In The Three-Body Problem, the Singer civilization casually tosses the high-dimensional weapon "dual-vector foil," flattening the solar system from three dimensions to two. Planets, stars, humanity — all collapse into a picture without thickness. Earth is destroyed.

Moonshot AI is actively deploying this same foil against its own organization. Not to annihilate rivals, but to push organizational efficiency to its extreme: no vertical depth of ranks, no horizontal walls between departments, no three-dimensional entanglement of office politics — only "models" and "intelligence" intersecting in the crudest, most direct way.

In the AI era's field of forced transformation, every startup is compelled to throw the dual-vector foil at itself. The surge of one-person companies is essentially the generational explosion of AI Native talent: when technological empowerment collapses organizational capability to the singularity of the individual, all intermediate management buffers evaporate instantly. The organization is flattened; no depth remains for maneuvering. Everyone is forced to confront the problem itself.

This is the iron law of organizational paradigm evolution across the entire business world: everyone will be folded.

When people are exposed on the same plane, one person's super-radiation over fifty ceases to be a management spectacle and becomes an organizational norm. The distance from center to periphery is redefined. Elites dependent on hierarchies and OKR coordinate systems suffocate immediately, while geniuses violently dismantle intelligence on this exposed plane, and guardians sweep away all entropic noise — not without humility styling themselves as pioneers expanding the boundaries of human civilization.

Yet from three dimensions to two, this process cannot stop, cannot reverse.

From here, the Kimis cannot turn back. Every strategic adjustment is a high-risk chaotic iteration. Rivals may still turn slowly in the labyrinth; if Moonshot AI attempts to accelerate organizational expansion, it will only trigger internal structural tearing.
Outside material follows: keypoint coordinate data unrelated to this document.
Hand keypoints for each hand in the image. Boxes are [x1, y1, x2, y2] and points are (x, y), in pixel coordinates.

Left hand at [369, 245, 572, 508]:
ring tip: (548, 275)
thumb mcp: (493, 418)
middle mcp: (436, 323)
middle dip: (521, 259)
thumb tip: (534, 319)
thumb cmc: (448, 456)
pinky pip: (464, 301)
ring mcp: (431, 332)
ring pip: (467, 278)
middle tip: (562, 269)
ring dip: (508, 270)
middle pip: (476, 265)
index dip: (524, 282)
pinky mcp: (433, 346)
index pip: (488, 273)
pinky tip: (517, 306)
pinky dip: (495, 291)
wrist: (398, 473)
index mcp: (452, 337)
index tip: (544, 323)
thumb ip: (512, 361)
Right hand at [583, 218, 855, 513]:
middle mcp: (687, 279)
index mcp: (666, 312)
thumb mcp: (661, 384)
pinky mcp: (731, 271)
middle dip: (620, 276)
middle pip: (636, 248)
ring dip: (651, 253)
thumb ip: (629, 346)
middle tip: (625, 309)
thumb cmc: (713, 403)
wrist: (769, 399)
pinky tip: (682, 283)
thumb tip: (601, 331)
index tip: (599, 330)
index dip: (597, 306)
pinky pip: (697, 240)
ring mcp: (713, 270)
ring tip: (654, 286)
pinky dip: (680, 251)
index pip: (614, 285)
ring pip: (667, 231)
And all this self-dimension-reduction serves but one purpose: to complete an even more insane dimensional leap.

The endpoint of organizational dimension-reduction is intelligence dimension-elevation.
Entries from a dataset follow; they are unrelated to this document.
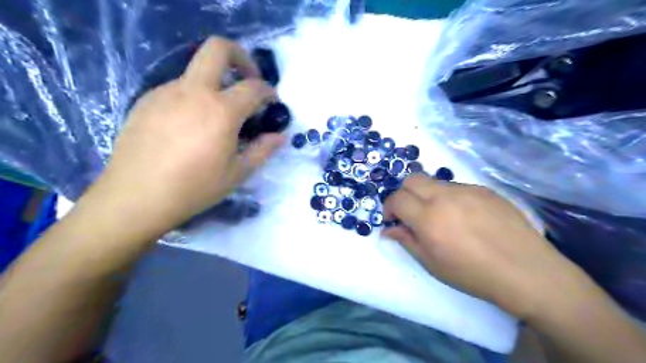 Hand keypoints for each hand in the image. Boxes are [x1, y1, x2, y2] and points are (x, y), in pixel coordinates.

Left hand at [78, 37, 284, 240]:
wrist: (135, 197)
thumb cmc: (194, 188)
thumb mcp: (237, 173)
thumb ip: (263, 150)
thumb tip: (280, 137)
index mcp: (221, 111)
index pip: (254, 87)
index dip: (268, 91)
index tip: (272, 102)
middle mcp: (193, 92)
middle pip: (218, 49)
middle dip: (240, 57)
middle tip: (248, 79)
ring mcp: (166, 92)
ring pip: (197, 71)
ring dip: (215, 84)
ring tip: (217, 116)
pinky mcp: (147, 100)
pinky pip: (178, 89)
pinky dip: (194, 97)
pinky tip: (190, 126)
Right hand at [383, 174, 580, 318]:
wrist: (527, 272)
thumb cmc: (474, 274)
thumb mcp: (432, 264)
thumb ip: (407, 241)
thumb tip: (389, 230)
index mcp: (429, 218)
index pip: (397, 198)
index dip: (389, 207)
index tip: (392, 220)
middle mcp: (445, 196)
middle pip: (412, 179)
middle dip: (404, 193)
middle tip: (410, 213)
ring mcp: (467, 190)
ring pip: (435, 182)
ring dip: (427, 195)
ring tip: (440, 217)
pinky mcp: (485, 190)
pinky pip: (457, 187)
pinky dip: (449, 197)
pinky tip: (464, 217)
Only by breaking models past the inflection point of intelligence, ascending to sufficient height to escape the gravity well of all carbon-based organization, can Moonshot AI flatten all competitors' organizational advantages in one stroke — granting ultimate legitimacy to this irreversible adventure in dimension-reduction.

By then, discussions of management radius or architectural form will lose all meaning — just as the Singer civilization cares not what dimension it occupies, for the very advancement of dimensional weaponry defines new rules of war.

Then, "Moonshot AI" will transform from metaphor to reality: they become the high-dimensional light source illuminating the dark side of the intelligence universe, and all past organizational pain merely the ablative heat shield burning away as the lunar module punches through the atmosphere.

Either ascend to godhood through dimension-elevation, or be sealed away in collapse.

There is no third path.

(All English names in this article are pseudonyms.)